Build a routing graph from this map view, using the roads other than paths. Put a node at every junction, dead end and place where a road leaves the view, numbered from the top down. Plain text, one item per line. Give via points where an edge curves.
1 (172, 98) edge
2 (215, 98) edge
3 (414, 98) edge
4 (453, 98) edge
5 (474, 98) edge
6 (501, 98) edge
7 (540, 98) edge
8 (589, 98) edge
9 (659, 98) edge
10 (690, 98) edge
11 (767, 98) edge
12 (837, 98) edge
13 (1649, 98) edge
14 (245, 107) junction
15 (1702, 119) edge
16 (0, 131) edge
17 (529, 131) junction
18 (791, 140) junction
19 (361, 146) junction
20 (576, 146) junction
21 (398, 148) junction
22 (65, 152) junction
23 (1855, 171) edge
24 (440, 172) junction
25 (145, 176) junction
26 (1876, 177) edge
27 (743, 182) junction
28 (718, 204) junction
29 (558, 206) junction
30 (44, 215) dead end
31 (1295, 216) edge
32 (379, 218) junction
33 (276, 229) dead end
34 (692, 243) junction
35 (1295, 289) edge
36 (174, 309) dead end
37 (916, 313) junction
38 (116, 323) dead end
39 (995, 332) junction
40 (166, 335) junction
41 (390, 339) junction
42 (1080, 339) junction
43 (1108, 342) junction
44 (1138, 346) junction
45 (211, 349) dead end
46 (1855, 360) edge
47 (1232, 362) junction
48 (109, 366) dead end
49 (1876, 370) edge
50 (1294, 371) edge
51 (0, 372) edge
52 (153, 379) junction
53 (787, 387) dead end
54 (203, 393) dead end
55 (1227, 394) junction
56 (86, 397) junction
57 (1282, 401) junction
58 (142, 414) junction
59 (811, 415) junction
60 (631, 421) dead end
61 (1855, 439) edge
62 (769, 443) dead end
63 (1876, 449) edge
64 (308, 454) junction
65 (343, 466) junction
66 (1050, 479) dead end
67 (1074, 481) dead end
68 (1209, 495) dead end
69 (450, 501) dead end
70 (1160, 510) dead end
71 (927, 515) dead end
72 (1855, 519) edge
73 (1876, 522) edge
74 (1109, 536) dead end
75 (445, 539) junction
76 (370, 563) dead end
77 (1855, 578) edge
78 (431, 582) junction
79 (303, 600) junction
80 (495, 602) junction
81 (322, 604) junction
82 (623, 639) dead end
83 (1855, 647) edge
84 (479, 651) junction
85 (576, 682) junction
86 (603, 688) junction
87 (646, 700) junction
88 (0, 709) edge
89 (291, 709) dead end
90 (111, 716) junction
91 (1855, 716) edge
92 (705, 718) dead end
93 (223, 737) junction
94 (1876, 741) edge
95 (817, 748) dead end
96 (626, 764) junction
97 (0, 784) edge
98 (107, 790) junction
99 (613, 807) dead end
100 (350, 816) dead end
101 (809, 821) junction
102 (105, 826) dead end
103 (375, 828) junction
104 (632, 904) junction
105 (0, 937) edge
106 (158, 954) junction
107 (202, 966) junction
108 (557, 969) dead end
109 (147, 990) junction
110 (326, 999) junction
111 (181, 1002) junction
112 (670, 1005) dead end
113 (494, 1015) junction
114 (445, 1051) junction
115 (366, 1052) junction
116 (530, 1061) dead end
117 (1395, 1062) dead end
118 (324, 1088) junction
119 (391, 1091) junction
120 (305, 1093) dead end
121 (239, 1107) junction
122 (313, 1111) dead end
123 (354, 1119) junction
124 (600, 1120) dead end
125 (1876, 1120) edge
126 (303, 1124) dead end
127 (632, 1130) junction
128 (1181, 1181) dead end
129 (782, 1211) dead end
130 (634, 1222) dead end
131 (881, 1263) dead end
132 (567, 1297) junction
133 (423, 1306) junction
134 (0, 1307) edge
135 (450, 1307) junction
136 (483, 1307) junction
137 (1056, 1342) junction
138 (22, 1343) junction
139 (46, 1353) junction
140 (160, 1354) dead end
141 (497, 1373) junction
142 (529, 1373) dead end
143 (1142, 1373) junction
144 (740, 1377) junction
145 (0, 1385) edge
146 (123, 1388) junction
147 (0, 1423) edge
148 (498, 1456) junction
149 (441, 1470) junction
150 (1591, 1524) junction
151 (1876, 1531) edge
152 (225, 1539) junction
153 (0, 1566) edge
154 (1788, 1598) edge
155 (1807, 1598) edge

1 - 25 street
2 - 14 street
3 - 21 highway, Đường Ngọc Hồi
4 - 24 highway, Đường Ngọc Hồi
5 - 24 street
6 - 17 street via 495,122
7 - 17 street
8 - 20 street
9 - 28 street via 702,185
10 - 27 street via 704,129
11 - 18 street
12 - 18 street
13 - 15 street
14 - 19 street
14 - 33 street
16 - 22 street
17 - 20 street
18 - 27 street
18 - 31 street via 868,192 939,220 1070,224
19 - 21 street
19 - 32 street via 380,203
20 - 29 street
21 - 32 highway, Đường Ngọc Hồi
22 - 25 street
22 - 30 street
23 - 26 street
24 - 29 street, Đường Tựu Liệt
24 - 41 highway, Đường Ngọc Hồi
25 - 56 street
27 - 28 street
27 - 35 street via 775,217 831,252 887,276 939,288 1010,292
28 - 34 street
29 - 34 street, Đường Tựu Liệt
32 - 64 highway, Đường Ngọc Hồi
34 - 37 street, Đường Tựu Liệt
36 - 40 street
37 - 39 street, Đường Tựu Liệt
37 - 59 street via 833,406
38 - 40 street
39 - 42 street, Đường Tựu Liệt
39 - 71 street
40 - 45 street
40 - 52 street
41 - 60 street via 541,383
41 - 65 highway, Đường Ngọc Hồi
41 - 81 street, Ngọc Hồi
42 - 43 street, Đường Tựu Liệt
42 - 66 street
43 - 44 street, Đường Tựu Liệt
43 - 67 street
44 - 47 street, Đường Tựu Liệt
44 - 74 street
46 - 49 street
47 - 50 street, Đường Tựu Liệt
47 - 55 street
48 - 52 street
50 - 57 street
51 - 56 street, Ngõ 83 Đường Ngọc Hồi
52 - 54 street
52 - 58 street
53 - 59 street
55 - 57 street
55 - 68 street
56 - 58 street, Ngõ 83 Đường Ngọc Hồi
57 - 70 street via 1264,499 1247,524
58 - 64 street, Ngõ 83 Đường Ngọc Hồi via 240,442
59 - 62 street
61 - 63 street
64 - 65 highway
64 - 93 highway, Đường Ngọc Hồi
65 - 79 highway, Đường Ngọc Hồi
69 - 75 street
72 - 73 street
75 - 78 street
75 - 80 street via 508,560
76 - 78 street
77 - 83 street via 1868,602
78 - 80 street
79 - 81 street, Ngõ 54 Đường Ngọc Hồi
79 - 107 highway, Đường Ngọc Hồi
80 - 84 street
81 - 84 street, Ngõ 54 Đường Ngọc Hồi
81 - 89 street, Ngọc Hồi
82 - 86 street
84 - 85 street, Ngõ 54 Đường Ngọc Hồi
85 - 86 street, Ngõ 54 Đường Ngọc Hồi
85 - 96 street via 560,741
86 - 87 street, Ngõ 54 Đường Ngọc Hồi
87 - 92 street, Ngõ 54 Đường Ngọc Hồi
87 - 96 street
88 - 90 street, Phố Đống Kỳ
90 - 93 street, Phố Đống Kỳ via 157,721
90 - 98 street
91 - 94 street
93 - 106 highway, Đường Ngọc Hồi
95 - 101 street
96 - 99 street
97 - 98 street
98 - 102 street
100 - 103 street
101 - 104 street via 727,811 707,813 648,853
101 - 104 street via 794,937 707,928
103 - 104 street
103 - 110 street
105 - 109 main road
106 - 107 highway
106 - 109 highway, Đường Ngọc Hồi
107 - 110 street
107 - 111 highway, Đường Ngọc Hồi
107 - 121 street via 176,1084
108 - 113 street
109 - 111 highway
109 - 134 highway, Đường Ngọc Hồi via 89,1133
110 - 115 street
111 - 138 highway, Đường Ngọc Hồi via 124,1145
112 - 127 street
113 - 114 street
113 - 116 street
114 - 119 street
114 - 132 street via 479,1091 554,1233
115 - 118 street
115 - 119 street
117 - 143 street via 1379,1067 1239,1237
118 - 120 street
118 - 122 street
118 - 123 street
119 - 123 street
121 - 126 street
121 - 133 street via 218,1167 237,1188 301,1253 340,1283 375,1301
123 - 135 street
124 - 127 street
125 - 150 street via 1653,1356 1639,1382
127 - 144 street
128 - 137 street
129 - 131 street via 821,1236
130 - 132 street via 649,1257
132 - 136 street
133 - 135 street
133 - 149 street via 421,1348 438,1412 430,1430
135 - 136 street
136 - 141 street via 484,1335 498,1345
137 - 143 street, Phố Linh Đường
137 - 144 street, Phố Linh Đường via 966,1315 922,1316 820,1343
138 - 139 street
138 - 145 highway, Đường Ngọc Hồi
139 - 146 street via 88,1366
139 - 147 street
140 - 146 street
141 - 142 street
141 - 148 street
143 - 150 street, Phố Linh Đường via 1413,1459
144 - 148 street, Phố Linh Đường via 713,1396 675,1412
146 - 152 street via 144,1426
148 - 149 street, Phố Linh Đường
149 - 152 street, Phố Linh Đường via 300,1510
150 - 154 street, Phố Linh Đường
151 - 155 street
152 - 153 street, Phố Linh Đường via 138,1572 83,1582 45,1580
--------------------
Among the lines above, return those that contain the string "Đống".

88 - 90 street, Phố Đống Kỳ
90 - 93 street, Phố Đống Kỳ via 157,721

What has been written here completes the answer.